• **ACTIVITY**
Wherever the string "pinky" shows up in the data below, copy the whole line.

[Collected data]
----

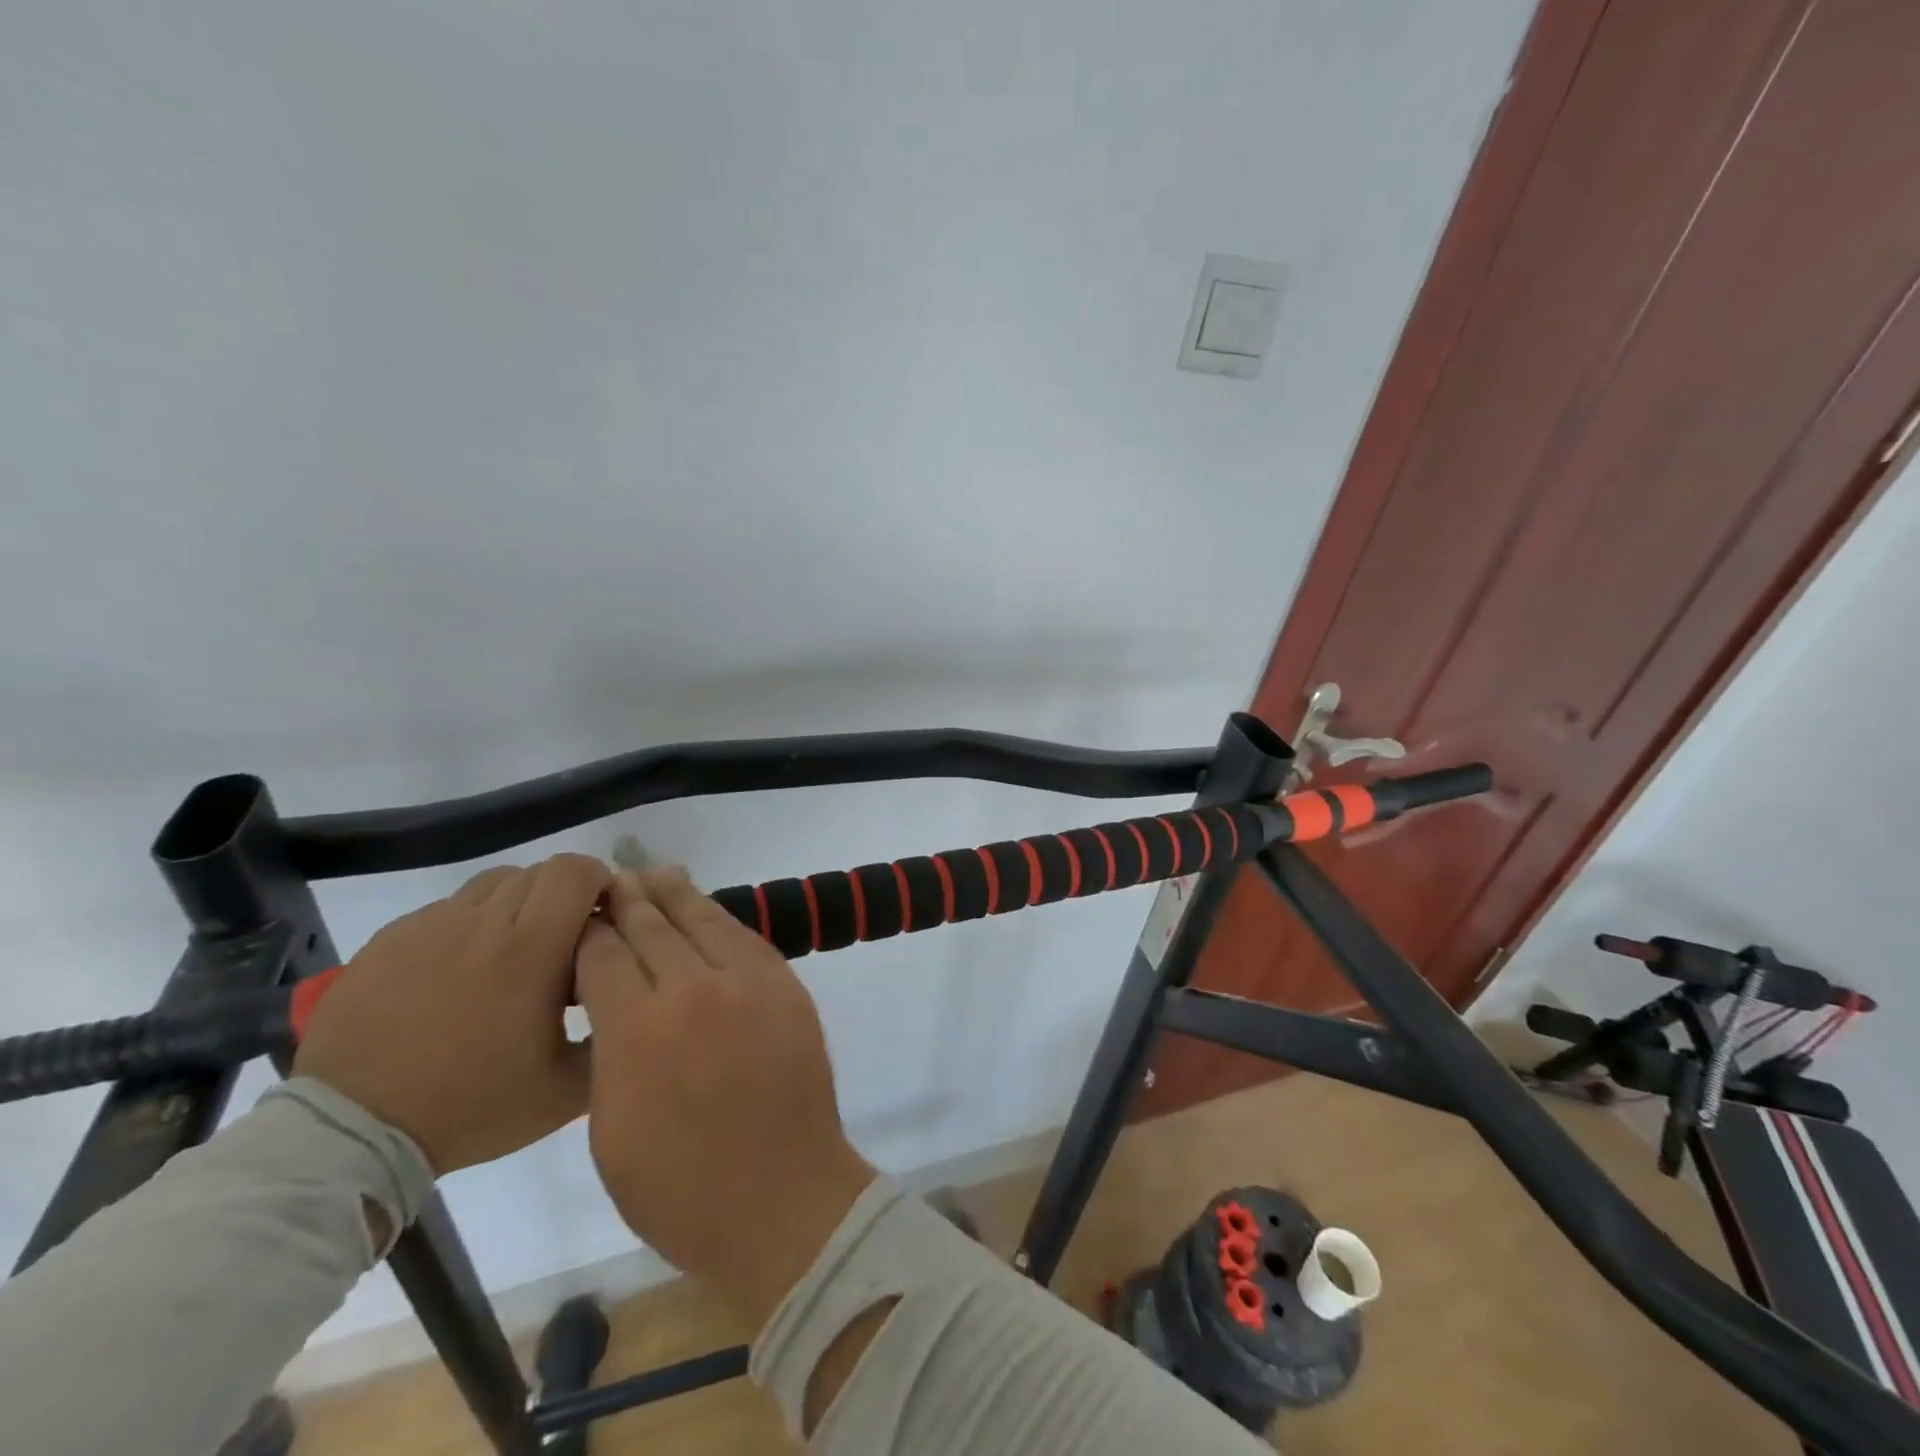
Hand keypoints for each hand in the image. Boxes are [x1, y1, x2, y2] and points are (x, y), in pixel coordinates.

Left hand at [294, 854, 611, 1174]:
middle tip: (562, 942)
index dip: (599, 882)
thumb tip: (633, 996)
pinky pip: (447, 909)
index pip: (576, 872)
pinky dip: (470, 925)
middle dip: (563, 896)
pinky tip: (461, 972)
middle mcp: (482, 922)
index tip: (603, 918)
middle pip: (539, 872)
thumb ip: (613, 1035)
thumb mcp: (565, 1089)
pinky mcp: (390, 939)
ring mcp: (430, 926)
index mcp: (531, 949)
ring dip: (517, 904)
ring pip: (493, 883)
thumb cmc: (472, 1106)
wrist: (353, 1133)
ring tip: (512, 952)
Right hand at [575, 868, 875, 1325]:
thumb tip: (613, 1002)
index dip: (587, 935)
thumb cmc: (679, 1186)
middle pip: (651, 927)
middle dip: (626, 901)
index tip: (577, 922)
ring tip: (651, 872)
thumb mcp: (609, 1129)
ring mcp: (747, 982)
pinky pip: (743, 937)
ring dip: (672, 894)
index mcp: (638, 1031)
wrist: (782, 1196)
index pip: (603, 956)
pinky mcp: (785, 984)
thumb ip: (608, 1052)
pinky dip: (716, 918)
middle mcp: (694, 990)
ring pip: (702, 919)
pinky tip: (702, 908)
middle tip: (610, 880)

----

• **EXERCISE SOLUTION**
pinky pip: (447, 909)
pinky dip: (470, 925)
pinky tip: (461, 972)
pinky mcp: (390, 939)
pinky pip: (743, 937)
pinky mcp: (785, 984)
pinky dip: (716, 918)
pinky tip: (702, 908)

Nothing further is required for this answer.